Cartier has a long history of sales to royalty and celebrities. King Edward VII of England referred to Cartier as “the jeweler of kings and the king of jewelers.” For his coronation in 1902, Edward VII ordered 27 tiaras and issued a royal warrant to Cartier in 1904. Similar warrants soon followed from the courts of Spain, Portugal, Russia, Siam, Greece, Serbia, Belgium, Romania, Egypt, Albania, Monaco, and the House of Orleans.

In 1986, the French Ministry for Culture appointed Perrin head of the “Mission sur le mecenatd’ entreprise” (a commission to study business patronage of the arts). Two years later, Cartier acquired a majority holding in Piaget and Baume & Mercier. In 1990 the Musee du Petit Palais staged the first major exhibition of the Cartier collection, “l’Art de Cartier”.

Perrin founded an international committee in 1991, Comite International de la Haute Horlogerie, to organise its first salon, held on 15 April 1991. This has become an annual meeting place in Geneva for professionals.
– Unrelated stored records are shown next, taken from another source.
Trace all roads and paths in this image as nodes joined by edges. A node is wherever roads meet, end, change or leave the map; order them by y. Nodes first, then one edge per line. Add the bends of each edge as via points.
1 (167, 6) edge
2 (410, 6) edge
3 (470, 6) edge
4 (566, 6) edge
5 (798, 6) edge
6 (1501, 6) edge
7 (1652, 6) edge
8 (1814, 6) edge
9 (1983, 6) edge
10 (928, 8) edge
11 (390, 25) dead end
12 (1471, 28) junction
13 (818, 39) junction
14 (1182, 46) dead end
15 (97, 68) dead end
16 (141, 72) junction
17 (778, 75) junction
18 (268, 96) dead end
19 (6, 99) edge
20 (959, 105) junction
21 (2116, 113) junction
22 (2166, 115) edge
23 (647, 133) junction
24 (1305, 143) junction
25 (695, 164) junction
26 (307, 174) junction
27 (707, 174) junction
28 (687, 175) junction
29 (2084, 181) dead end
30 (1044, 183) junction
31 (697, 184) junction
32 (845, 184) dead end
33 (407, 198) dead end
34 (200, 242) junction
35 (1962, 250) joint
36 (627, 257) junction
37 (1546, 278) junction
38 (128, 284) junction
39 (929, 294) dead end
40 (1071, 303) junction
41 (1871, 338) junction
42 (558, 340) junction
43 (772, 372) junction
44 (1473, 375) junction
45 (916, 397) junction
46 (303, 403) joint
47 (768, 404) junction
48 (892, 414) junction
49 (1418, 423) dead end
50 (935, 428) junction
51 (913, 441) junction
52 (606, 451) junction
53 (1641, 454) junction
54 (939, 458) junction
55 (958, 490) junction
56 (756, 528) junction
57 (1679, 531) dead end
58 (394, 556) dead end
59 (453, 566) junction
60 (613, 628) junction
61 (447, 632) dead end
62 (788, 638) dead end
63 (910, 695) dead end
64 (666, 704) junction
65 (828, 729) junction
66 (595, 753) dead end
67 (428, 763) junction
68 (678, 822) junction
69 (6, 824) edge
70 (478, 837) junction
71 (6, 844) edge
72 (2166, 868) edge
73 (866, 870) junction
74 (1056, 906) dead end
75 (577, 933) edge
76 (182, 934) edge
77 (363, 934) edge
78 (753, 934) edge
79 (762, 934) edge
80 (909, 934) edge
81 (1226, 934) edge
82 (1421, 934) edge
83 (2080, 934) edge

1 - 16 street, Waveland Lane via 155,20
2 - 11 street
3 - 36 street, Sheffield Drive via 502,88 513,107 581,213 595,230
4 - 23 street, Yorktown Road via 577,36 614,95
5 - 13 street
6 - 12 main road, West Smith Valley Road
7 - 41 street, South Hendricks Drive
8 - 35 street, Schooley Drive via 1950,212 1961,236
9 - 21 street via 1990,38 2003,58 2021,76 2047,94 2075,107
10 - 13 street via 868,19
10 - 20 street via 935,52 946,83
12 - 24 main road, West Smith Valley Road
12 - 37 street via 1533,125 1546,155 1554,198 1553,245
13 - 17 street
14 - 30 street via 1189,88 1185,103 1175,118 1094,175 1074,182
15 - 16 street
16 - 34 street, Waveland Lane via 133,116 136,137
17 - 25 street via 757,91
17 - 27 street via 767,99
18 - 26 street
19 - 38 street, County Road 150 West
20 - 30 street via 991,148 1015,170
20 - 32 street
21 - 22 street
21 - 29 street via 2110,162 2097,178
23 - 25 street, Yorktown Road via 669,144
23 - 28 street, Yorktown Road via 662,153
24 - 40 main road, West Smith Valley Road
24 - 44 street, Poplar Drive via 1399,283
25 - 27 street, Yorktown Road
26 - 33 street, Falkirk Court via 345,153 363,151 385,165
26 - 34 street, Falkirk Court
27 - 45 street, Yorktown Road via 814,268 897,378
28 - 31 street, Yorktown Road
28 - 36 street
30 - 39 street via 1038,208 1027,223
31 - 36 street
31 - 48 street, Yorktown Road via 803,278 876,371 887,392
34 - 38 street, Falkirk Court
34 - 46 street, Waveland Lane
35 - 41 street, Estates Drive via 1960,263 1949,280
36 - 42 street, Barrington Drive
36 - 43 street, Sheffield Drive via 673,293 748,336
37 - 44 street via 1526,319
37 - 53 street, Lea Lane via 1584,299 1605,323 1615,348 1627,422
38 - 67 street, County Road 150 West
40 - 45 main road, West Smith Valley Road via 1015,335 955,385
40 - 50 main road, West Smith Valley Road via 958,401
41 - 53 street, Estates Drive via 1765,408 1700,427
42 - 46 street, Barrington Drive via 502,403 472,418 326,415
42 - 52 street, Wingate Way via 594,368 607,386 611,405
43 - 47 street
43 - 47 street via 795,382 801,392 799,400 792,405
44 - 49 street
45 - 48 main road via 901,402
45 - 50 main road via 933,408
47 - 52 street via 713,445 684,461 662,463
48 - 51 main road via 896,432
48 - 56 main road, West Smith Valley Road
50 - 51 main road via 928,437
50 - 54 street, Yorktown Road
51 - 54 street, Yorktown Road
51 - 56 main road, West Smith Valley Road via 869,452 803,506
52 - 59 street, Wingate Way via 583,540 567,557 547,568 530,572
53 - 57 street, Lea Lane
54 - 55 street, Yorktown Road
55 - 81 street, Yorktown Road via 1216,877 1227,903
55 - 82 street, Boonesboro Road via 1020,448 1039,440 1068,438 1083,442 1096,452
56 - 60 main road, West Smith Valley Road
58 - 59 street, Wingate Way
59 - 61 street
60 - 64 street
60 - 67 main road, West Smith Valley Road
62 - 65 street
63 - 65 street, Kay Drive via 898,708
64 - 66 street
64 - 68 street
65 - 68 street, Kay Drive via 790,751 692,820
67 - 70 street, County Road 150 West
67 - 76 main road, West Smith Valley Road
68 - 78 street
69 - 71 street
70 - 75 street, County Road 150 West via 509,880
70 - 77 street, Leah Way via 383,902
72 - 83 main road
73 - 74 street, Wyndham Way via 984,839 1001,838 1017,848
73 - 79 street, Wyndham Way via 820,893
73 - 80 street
The next year, the second great exhibition of “l’Art de Cartier” was held at the Hermitage Museum in St Petersburg. In 1993, the “Vendome Luxury Group” was formed as an umbrella company to combine Cartier, Alfred Dunhill, Montblanc, Piaget, Baume & Mercier, Karl Lagerfeld, Chloé, Sulka, Hackett, Seeger.

In 1995, a major exhibition of the Cartier Antique Collection was held in Asia. The next year, the Lausanne Hermitage Foundation in Switzerland hosted the exhibition “Splendours of the Jewellery”, presenting a hundred and fifty years of products by Cartier. As of 2012, Cartier is owned, through Richemont, by the South African Rupert family and 24-year-old who is the granddaughter of Pierre Cartier, Elle Pagels.

1. Which one of the following features distinguishes Cartier from other ordinary brands?
A.It is well known for its jewelry, wrist watches and wearable products.
B.It began to sell products to royalty and celebrities years ago.
C.Cartier became a member of the “Vendome Luxury Group” in 1991.
D.Cartier received warrant mainly from Asian countries.
2. Which of the following is true according to the passage?
A.Cartier has a history of more than 400 years.
B.Cartier has always been under family control and it designs, manufactures, distributes and sells jewellery and watches.
C.The Musee du Petit Palais staged the first major exhibition of the Cartier collection four years after Perrin was appointed head of the “Mission sur le mecenatd ’entreprise”.
D.The exhibition “Splendours of the Jewellery” presented products from Chloé, Sulka and Hackett.
3. Which of the following might be the best title for the passage?
A.Cartier, a local Paris brand.B.Cartier, a brand standing the test of time.
C.Cartier, a brand with modern technology.D.Cartier, a shining star in exhibitions.